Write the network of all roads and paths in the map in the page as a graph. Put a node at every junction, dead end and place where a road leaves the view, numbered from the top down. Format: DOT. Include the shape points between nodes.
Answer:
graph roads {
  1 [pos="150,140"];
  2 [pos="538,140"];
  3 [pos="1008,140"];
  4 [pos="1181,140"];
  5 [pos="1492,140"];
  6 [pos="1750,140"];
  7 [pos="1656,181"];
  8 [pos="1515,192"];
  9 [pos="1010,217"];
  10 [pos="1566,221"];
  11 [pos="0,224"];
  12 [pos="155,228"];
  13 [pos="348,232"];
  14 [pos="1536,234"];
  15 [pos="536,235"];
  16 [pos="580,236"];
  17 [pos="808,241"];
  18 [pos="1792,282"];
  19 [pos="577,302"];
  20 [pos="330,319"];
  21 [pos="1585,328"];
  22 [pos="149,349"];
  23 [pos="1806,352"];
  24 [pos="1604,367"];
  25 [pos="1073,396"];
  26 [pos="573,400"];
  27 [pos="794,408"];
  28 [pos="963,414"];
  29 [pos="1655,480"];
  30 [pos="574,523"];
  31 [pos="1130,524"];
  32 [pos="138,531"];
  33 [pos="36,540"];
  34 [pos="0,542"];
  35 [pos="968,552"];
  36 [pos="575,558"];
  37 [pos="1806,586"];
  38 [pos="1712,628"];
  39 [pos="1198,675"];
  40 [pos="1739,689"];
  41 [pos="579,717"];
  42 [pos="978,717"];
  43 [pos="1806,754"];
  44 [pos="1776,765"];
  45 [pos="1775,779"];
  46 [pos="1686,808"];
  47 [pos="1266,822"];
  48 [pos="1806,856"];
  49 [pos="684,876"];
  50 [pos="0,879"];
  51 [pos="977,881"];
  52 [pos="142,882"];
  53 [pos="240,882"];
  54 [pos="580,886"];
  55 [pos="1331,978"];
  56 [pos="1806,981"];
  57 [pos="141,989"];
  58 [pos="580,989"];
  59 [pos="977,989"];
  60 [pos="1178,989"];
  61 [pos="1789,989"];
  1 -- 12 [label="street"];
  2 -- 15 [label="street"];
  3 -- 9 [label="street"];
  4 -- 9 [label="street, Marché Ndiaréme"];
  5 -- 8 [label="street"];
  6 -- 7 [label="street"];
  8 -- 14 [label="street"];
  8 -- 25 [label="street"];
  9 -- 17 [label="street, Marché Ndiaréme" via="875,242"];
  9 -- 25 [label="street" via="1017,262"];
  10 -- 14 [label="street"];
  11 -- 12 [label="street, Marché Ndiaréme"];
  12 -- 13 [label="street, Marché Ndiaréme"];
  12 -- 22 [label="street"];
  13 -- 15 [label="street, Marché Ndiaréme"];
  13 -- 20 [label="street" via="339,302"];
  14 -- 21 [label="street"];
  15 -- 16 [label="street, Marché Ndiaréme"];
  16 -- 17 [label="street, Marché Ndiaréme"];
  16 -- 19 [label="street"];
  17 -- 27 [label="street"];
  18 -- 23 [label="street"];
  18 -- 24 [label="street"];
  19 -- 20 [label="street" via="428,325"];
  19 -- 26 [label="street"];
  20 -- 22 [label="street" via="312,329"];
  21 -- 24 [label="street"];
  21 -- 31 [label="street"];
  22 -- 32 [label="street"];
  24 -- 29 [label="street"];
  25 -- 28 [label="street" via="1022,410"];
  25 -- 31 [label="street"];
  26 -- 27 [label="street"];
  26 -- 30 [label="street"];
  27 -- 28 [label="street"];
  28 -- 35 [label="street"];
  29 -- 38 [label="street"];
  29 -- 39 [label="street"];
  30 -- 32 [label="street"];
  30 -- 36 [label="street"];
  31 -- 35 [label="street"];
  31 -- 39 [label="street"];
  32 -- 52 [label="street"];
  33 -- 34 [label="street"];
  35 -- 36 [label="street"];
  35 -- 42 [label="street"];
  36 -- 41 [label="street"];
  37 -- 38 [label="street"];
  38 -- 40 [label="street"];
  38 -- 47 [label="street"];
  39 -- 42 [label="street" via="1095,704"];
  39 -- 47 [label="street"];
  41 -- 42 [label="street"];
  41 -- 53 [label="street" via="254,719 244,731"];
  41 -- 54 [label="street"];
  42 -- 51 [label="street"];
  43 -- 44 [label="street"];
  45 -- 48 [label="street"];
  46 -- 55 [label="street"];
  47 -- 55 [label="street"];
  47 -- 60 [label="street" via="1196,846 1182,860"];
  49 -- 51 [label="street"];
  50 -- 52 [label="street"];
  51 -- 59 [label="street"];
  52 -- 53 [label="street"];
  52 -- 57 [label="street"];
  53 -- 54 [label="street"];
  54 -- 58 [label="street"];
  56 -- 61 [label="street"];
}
◇ ◇ ◇ ◇ ◇
§ **WHAT YOU NEED TO DO**
Copy the lines of the listing exactly. Skip none.

§ **EXERCISE SOLUTION**
Write the network of all roads and paths in the map in the page as a graph. Put a node at every junction, dead end and place where a road leaves the view, numbered from the top down. Format: DOT. Include the shape points between nodes.
Answer:
graph roads {
  1 [pos="150,140"];
  2 [pos="538,140"];
  3 [pos="1008,140"];
  4 [pos="1181,140"];
  5 [pos="1492,140"];
  6 [pos="1750,140"];
  7 [pos="1656,181"];
  8 [pos="1515,192"];
  9 [pos="1010,217"];
  10 [pos="1566,221"];
  11 [pos="0,224"];
  12 [pos="155,228"];
  13 [pos="348,232"];
  14 [pos="1536,234"];
  15 [pos="536,235"];
  16 [pos="580,236"];
  17 [pos="808,241"];
  18 [pos="1792,282"];
  19 [pos="577,302"];
  20 [pos="330,319"];
  21 [pos="1585,328"];
  22 [pos="149,349"];
  23 [pos="1806,352"];
  24 [pos="1604,367"];
  25 [pos="1073,396"];
  26 [pos="573,400"];
  27 [pos="794,408"];
  28 [pos="963,414"];
  29 [pos="1655,480"];
  30 [pos="574,523"];
  31 [pos="1130,524"];
  32 [pos="138,531"];
  33 [pos="36,540"];
  34 [pos="0,542"];
  35 [pos="968,552"];
  36 [pos="575,558"];
  37 [pos="1806,586"];
  38 [pos="1712,628"];
  39 [pos="1198,675"];
  40 [pos="1739,689"];
  41 [pos="579,717"];
  42 [pos="978,717"];
  43 [pos="1806,754"];
  44 [pos="1776,765"];
  45 [pos="1775,779"];
  46 [pos="1686,808"];
  47 [pos="1266,822"];
  48 [pos="1806,856"];
  49 [pos="684,876"];
  50 [pos="0,879"];
  51 [pos="977,881"];
  52 [pos="142,882"];
  53 [pos="240,882"];
  54 [pos="580,886"];
  55 [pos="1331,978"];
  56 [pos="1806,981"];
  57 [pos="141,989"];
  58 [pos="580,989"];
  59 [pos="977,989"];
  60 [pos="1178,989"];
  61 [pos="1789,989"];
  1 -- 12 [label="street"];
  2 -- 15 [label="street"];
  3 -- 9 [label="street"];
  4 -- 9 [label="street, Marché Ndiaréme"];
  5 -- 8 [label="street"];
  6 -- 7 [label="street"];
  8 -- 14 [label="street"];
  8 -- 25 [label="street"];
  9 -- 17 [label="street, Marché Ndiaréme" via="875,242"];
  9 -- 25 [label="street" via="1017,262"];
  10 -- 14 [label="street"];
  11 -- 12 [label="street, Marché Ndiaréme"];
  12 -- 13 [label="street, Marché Ndiaréme"];
  12 -- 22 [label="street"];
  13 -- 15 [label="street, Marché Ndiaréme"];
  13 -- 20 [label="street" via="339,302"];
  14 -- 21 [label="street"];
  15 -- 16 [label="street, Marché Ndiaréme"];
  16 -- 17 [label="street, Marché Ndiaréme"];
  16 -- 19 [label="street"];
  17 -- 27 [label="street"];
  18 -- 23 [label="street"];
  18 -- 24 [label="street"];
  19 -- 20 [label="street" via="428,325"];
  19 -- 26 [label="street"];
  20 -- 22 [label="street" via="312,329"];
  21 -- 24 [label="street"];
  21 -- 31 [label="street"];
  22 -- 32 [label="street"];
  24 -- 29 [label="street"];
  25 -- 28 [label="street" via="1022,410"];
  25 -- 31 [label="street"];
  26 -- 27 [label="street"];
  26 -- 30 [label="street"];
  27 -- 28 [label="street"];
  28 -- 35 [label="street"];
  29 -- 38 [label="street"];
  29 -- 39 [label="street"];
  30 -- 32 [label="street"];
  30 -- 36 [label="street"];
  31 -- 35 [label="street"];
  31 -- 39 [label="street"];
  32 -- 52 [label="street"];
  33 -- 34 [label="street"];
  35 -- 36 [label="street"];
  35 -- 42 [label="street"];
  36 -- 41 [label="street"];
  37 -- 38 [label="street"];
  38 -- 40 [label="street"];
  38 -- 47 [label="street"];
  39 -- 42 [label="street" via="1095,704"];
  39 -- 47 [label="street"];
  41 -- 42 [label="street"];
  41 -- 53 [label="street" via="254,719 244,731"];
  41 -- 54 [label="street"];
  42 -- 51 [label="street"];
  43 -- 44 [label="street"];
  45 -- 48 [label="street"];
  46 -- 55 [label="street"];
  47 -- 55 [label="street"];
  47 -- 60 [label="street" via="1196,846 1182,860"];
  49 -- 51 [label="street"];
  50 -- 52 [label="street"];
  51 -- 59 [label="street"];
  52 -- 53 [label="street"];
  52 -- 57 [label="street"];
  53 -- 54 [label="street"];
  54 -- 58 [label="street"];
  56 -- 61 [label="street"];
}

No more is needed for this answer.